If you’ve been conscious at any time in the last century or so, you’re familiar with private detective tropes: the hardboiled operator who’s as quick with a biting quip as he is with a hand cannon, always getting mixed up with the wrong kind of girl as he doggedly follows the clues.
At least, that’s the typical detective. Over the years there have been some notable exceptions to this mold, detectives who are recognizably in a detective story but either don’t play the part at all, or find themselves involved in truly unusual mysteries. If you’re looking to mix up your detective story habit, here are five oddballs who will satisfy your yen for mystery and your yen for surprisingly creative worlds.
Inherent Vice, by Thomas Pynchon
Pynchon doesn’t really “do” plots, does he—at least not plots that make any sense in the conventional way. Which makes his decision to write a story structured similarly to a classic private eye story a fascinating one, but it works perfectly. Slacker/stoner detective Doc Sportello is an incredible entry in the category of literary detectives because he’s practically his own client: suffering from memory problems, apparent narcolepsy, and a myriad of other problems staying in sync with the real world, Sportello’s an unreliable narrator, seems aware of the fact, and isn’t troubled by it. While the central mystery is just a way for Pynchon to riff brilliantly for a few hundred pages, there’s a detective story at the core of this sprawling novel—one whose solution will surprise and challenge you. The book also serves as a lament of sorts for a moment in American history when it seemed like the Freaks were winning, which slots right in with the countercultural vibe of most detectives in modern literature.
Gun, with Occasional Music, by Jonathan Lethem
While most people seem to have forgotten or overlooked Lethem’s debut, it’s an absolute treat for anyone who loves a good detective novel and has a penchant for the absurd. In a sci-fi world where questions are considered rude and you can be punished for rudeness, how can a private detective work? The detective aspects of the story have a clear link back to Chandler, Hammett, and other classic detective novels, but the greatest trick Lethem has ever pulled (so far) is somehow making a kangaroo in a dinner jacket (an inspiration taken directly from a line in one of Chandler’s lesser works) feel completely organic to the story.

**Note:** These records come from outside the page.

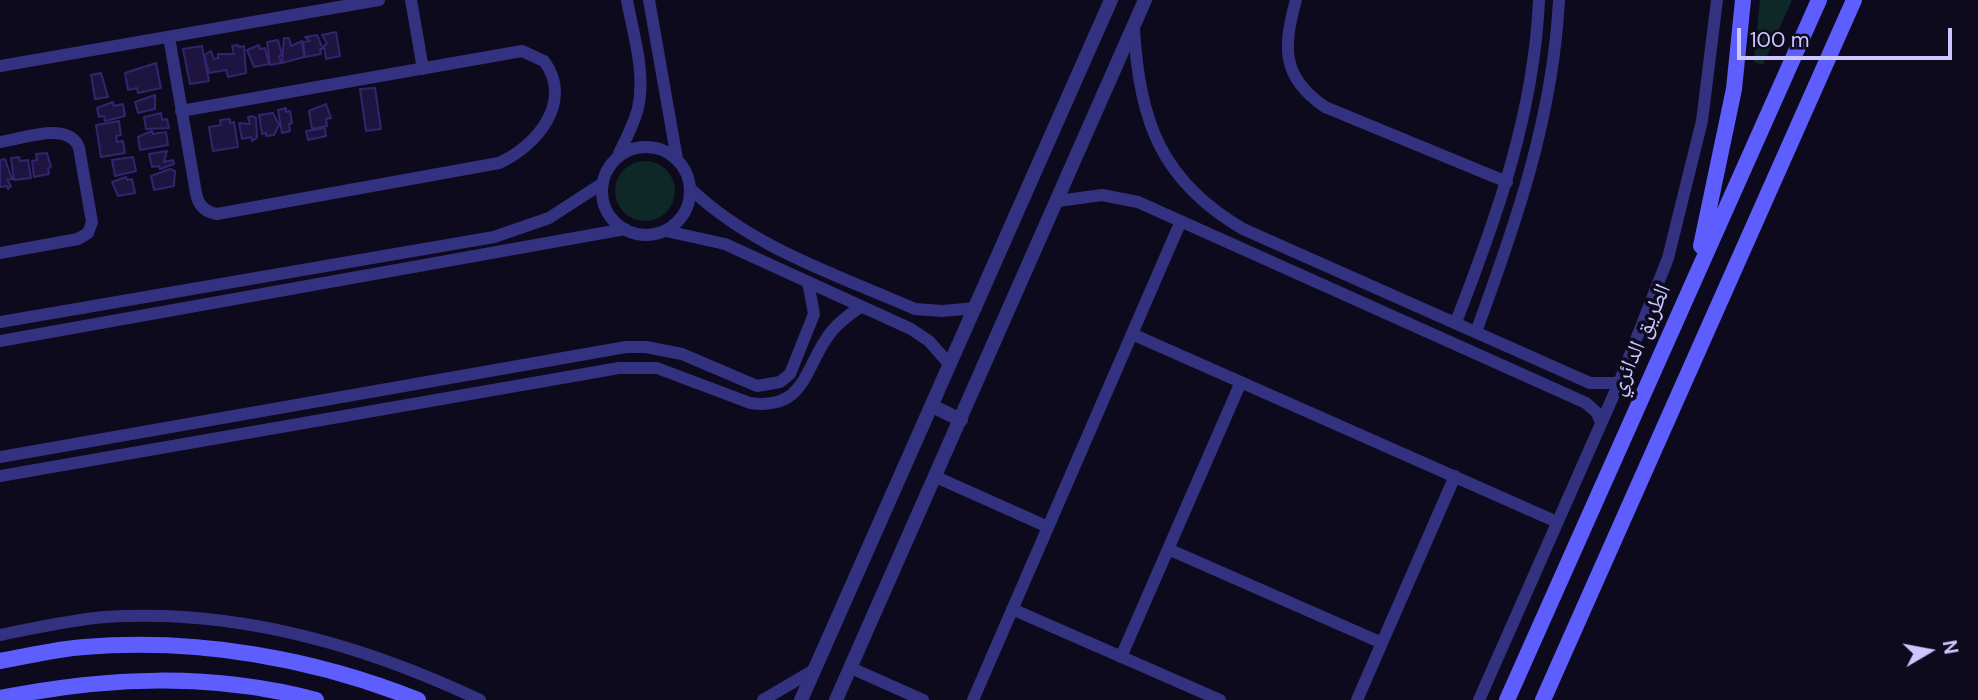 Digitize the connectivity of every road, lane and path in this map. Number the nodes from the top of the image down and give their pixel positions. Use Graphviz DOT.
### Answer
graph roads {
  1 [pos="296,0"];
  2 [pos="379,0"];
  3 [pos="411,0"];
  4 [pos="1111,0"];
  5 [pos="1145,0"];
  6 [pos="1296,0"];
  7 [pos="1539,0"];
  8 [pos="1559,0"];
  9 [pos="1717,0"];
  10 [pos="1743,0"];
  11 [pos="1819,0"];
  12 [pos="1854,0"];
  13 [pos="650,2"];
  14 [pos="628,4"];
  15 [pos="298,14"];
  16 [pos="1134,30"];
  17 [pos="169,37"];
  18 [pos="0,66"];
  19 [pos="423,69"];
  20 [pos="181,111"];
  21 [pos="0,142"];
  22 [pos="617,158"];
  23 [pos="677,159"];
  24 [pos="1507,182"];
  25 [pos="603,183"];
  26 [pos="691,189"];
  27 [pos="1058,201"];
  28 [pos="1181,221"];
  29 [pos="625,229"];
  30 [pos="666,231"];
  31 [pos="0,253"];
  32 [pos="1695,276"];
  33 [pos="227,282"];
  34 [pos="808,282"];
  35 [pos="230,302"];
  36 [pos="860,307"];
  37 [pos="976,308"];
  38 [pos="0,322"];
  39 [pos="1456,322"];
  40 [pos="1476,332"];
  41 [pos="1132,334"];
  42 [pos="0,341"];
  43 [pos="950,365"];
  44 [pos="1241,382"];
  45 [pos="1619,383"];
  46 [pos="1595,384"];
  47 [pos="1586,403"];
  48 [pos="932,406"];
  49 [pos="961,420"];
  50 [pos="1601,424"];
  51 [pos="44,449"];
  52 [pos="0,457"];
  53 [pos="47,468"];
  54 [pos="0,476"];
  55 [pos="1455,476"];
  56 [pos="936,477"];
  57 [pos="1557,522"];
  58 [pos="1048,527"];
  59 [pos="1168,549"];
  60 [pos="1012,609"];
  61 [pos="0,635"];
  62 [pos="1382,643"];
  63 [pos="1121,657"];
  64 [pos="0,661"];
  65 [pos="851,668"];
  66 [pos="814,670"];
  67 [pos="0,698"];
  68 [pos="316,700"];
  69 [pos="418,700"];
  70 [pos="481,700"];
  71 [pos="763,700"];
  72 [pos="801,700"];
  73 [pos="836,700"];
  74 [pos="923,700"];
  75 [pos="973,700"];
  76 [pos="1220,700"];
  77 [pos="1357,700"];
  78 [pos="1479,700"];
  79 [pos="1507,700"];
  80 [pos="1543,700"];
  1 -- 15 [label="street"];
  2 -- 15 [label="street"];
  3 -- 19 [label="street"];
  4 -- 37 [label="street"];
  5 -- 16 [label="street"];
  6 -- 24 [label="street"];
  7 -- 24 [label="street"];
  8 -- 40 [label="street"];
  9 -- 45 [label="street"];
  10 -- 32 [label="main road"];
  11 -- 32 [label="main road, الطريق الدائري"];
  12 -- 80 [label="main road"];
  13 -- 14 [label="street"];
  13 -- 23 [label="street"];
  14 -- 22 [label="street"];
  15 -- 17 [label="street"];
  16 -- 27 [label="street"];
  16 -- 39 [label="street"];
  17 -- 18 [label="street"];
  17 -- 20 [label="street"];
  19 -- 20 [label="street"];
  19 -- 20 [label="street"];
  21 -- 31 [label="street"];
  22 -- 23 [label="street"];
  22 -- 25 [label="street"];
  23 -- 26 [label="street"];
  24 -- 39 [label="street"];
  25 -- 29 [label="street"];
  25 -- 33 [label="street"];
  26 -- 30 [label="street"];
  26 -- 37 [label="street"];
  27 -- 28 [label="street"];
  27 -- 49 [label="street"];
  28 -- 41 [label="street"];
  28 -- 47 [label="street"];
  29 -- 30 [label="street"];
  29 -- 35 [label="street"];
  30 -- 34 [label="street"];
  32 -- 79 [label="main road, الطريق الدائري"];
  33 -- 35 [label="street"];
  33 -- 38 [label="street"];
  34 -- 36 [label="street"];
  34 -- 51 [label="street"];
  35 -- 42 [label="street"];
  36 -- 43 [label="street"];
  36 -- 53 [label="street"];
  37 -- 43 [label="street"];
  39 -- 40 [label="street"];
  40 -- 46 [label="street"];
  41 -- 44 [label="street"];
  41 -- 58 [label="street"];
  43 -- 48 [label="street"];
  44 -- 55 [label="street"];
  44 -- 59 [label="street"];
  45 -- 46 [label="street"];
  45 -- 50 [label="street"];
  46 -- 47 [label="street"];
  47 -- 50 [label="street"];
  48 -- 49 [label="street"];
  48 -- 66 [label="street"];
  49 -- 56 [label="street"];
  50 -- 57 [label="street"];
  51 -- 52 [label="street"];
  51 -- 53 [label="street"];
  53 -- 54 [label="street"];
  55 -- 57 [label="street"];
  55 -- 62 [label="street"];
  56 -- 58 [label="street"];
  56 -- 65 [label="street"];
  57 -- 78 [label="street"];
  58 -- 60 [label="street"];
  59 -- 62 [label="street"];
  59 -- 63 [label="street"];
  60 -- 63 [label="street"];
  60 -- 75 [label="street"];
  61 -- 70 [label="street"];
  62 -- 77 [label="street"];
  63 -- 76 [label="street"];
  64 -- 69 [label="main road"];
  65 -- 73 [label="street"];
  65 -- 74 [label="street"];
  66 -- 71 [label="street"];
  66 -- 72 [label="street"];
  67 -- 68 [label="main road"];
}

Dirk Gently’s Holistic Detective Agency, by Douglas Adams
While everyone remains aware of The Hitchhiker’s Guide to the Galaxy, Adams’ other major novels, the two Dirk Gently books, get much less attention. Which is a shame, as they are brilliant. Gently is a “holistic” detective who disdains merely solving one aspect of a crime. Since everything is connected, he seeks to solve the “whole” crime. Even better, Gently is a psychic who denies being psychic and claims to simply be very, very good at guessing. As with all Adams’ novels, the best bits are the throwaways—like a couch that gets stuck in a stairwell despite it being technically impossible for the couch to be stuck in that particular way according to the laws of physics—but what really makes the Gently books great is the fact that these classic Adams throwaway gags aren’t throwaways. They all circle back and tie together in insane but spectacular ways.
The Yiddish Policemen’s Union, by Michael Chabon
This fantastic novel is an alternative history novel, and what truly sets it apart from just about every novel ever written is how well it’s constructed. The alternative timeline, wherein Israel is destroyed in 1948 and a temporary Jewish settlement in Alaska becomes the Jewish state (something that almost happened) is simultaneously subtle and ambitious in scope. Add in a mystery that’s well-constructed just as a mystery, a long list of creative and fascinating characters (and genius riffs on one of the world’s most musical languages, Yiddish), and you’ve got a tremendous book that also happens to be an oddball detective novel.
The Robots of Dawn, by Isaac Asimov
The third book in Asimov’s Robot trilogy, Asimov explodes both science fiction and detective novel tropes in a story that combines domed cities, a human population struggling with an ingrained fear of outdoor space, robot technology, and space opera politics—and that doesn’t even touch on the actual mystery. What’s truly remarkable about the book (and the trilogy in general) is how Asimov makes the detective novel fit so well into the sci-fi novel, creating a rare breed: a mixed-genre book where almost no seams show. Also remarkable? Robots of Dawn was published 26 years after the second book in the trilogy, but you wouldn’t know it from the prose, which is as fresh and exciting as Asimov’s best.
What’s your favorite hardboiled (or not so hardboiled) detective story?